En pratique – Médecine des voyages – le syndrome de Stendhal relève de la psychopathologie des voyages dans la catégorie du voyage pathogène, groupe de symptômes mentaux déclenchés par le voyage, chez une personne sans antécédents psychiatriques et sans consommation de drogues ou de toxiques[10].

Le voyage pathogène induit des troubles aigus, en général transitoires et qui disparaissent spontanément au retour. Deux types de voyages pathogènes sont distingués : le voyage touristique et culturel (dont le syndrome de Stendhal) et le voyage religieux ou mystique[10].

Ce type de syndrome serait à rapprocher du stress émotionnel dans le cadre de troubles de l'adaptation.

Diagnostic différentiel

Avant d'évoquer une cause purement psychologique ou psychiatrique, il faut d'abord éliminer une pathologie organique, en commençant par les plus graves[10],[11] :

Avant d'évoquer un syndrome de Stendhal ou un syndrome du voyageur (voyage pathogène), il faut éliminer :

  • une décompensation psychiatrique par arrêt volontaire du traitement en voyage, ou involontaire (produit indisponible) ;
  • un voyage pathologique (causé par des troubles psychiatriques), par exemple : fugue réactionnelle (trouble de la personnalité), fugue impulsive (épilepsie), fugue dissociative.

Autres voyages pathogènes[10] :

  • Syndrome des Japonais à Paris ;
  • Syndrome des îles ou syndrome insulaire : le touriste expatrié de longue durée se retrouve « prisonnier » de son fantasme insulaire avec un vécu dépressif après une première période de bonheur, notamment à Hawaï, Tahiti, La Réunion, Mayotte... Le cas le plus célèbre serait celui de Paul Gauguin.
  • Syndrome d'Ulysse : C'est un voyageur au long cours qui, à son retour, se retrouve étranger dans son propre pays, avec des difficultés de se réadapter à sa culture d'origine.

Prévention et traitement

Il est recommandé aux touristes d'être reposés avant les visites (éviter les voyages aux programmes surchargés en peu de jours), de s'hydrater et de s'alimenter correctement, et de se protéger du soleil[4].

Le phénomène se traite principalement par le repos et une écoute psychologique, parfois par des psychotropes. « Il s'agit d'aider le patient à retrouver sa propre langue et ses propres codes ». En cas de doute diagnostique, une hospitalisation, en général brève, peut être nécessaire pour éliminer ou traiter une autre cause[3].

Émois littéraires

« Le syndrome de Stendhal est une marque de fabrique, celle de la beauté à travers une reconstruction douloureuse de moments utopiques apportés par l'art.
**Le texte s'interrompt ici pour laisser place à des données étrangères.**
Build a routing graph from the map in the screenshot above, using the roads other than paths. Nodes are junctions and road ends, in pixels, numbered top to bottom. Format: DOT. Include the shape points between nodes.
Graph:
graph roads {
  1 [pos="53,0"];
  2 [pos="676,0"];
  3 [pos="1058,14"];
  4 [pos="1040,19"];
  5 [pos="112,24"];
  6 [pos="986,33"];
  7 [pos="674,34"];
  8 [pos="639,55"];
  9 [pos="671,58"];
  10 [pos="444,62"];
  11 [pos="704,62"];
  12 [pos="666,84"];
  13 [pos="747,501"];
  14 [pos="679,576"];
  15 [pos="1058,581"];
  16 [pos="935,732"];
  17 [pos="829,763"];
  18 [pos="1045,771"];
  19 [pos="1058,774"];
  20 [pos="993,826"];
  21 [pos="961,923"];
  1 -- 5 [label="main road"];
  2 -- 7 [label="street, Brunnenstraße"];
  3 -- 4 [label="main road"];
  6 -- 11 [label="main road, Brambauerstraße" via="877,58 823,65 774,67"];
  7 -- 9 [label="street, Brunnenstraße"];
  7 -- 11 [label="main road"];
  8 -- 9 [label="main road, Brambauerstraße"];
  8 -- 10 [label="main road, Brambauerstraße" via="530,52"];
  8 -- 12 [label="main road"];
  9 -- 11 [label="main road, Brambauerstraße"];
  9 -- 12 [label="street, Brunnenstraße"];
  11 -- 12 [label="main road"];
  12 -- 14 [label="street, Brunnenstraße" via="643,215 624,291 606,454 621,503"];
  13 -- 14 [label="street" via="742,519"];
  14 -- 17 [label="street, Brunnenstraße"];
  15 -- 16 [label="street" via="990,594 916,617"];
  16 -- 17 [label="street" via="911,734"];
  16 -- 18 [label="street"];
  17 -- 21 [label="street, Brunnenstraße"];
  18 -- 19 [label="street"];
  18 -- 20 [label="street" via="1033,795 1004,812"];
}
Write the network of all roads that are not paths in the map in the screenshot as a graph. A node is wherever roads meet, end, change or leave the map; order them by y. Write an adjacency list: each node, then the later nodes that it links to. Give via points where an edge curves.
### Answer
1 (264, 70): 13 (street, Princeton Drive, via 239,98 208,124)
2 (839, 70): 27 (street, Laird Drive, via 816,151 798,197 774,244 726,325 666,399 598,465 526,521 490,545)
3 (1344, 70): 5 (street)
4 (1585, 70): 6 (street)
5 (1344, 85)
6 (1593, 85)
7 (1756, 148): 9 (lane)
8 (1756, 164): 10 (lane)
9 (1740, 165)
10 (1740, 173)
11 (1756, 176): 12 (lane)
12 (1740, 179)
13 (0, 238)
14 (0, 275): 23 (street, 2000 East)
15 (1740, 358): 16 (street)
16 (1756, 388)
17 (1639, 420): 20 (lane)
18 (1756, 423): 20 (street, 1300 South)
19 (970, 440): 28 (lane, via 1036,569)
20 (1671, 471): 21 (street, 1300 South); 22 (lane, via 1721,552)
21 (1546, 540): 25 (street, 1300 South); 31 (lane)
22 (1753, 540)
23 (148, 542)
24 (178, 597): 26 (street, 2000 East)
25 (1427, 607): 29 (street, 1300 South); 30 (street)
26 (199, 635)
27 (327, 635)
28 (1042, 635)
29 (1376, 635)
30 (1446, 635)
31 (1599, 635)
Selon Stendhal lui-même : " la beauté n'est rien d'autre qu'une promesse de bonheur" »[4].

Alors que pour Emmanuel Kant (1724-1804), la contemplation de la beauté provoque : « Une alternance rapide de répulsion et d'attraction par un seul et unique objet. Un point excessif pour notre imagination (...) comme un abîme où l'on craint de se perdre », (Critique de la faculté de juger). De même pour le poète autrichien Rainer Maria Rilke (1875-1926) : « La beauté n'est rien d'autre que le début d'une terreur, que nous sommes juste capables de supporter avec une crainte respectueuse, car elle dédaigne sereinement de nous anéantir », (Élégies de Duino)[5].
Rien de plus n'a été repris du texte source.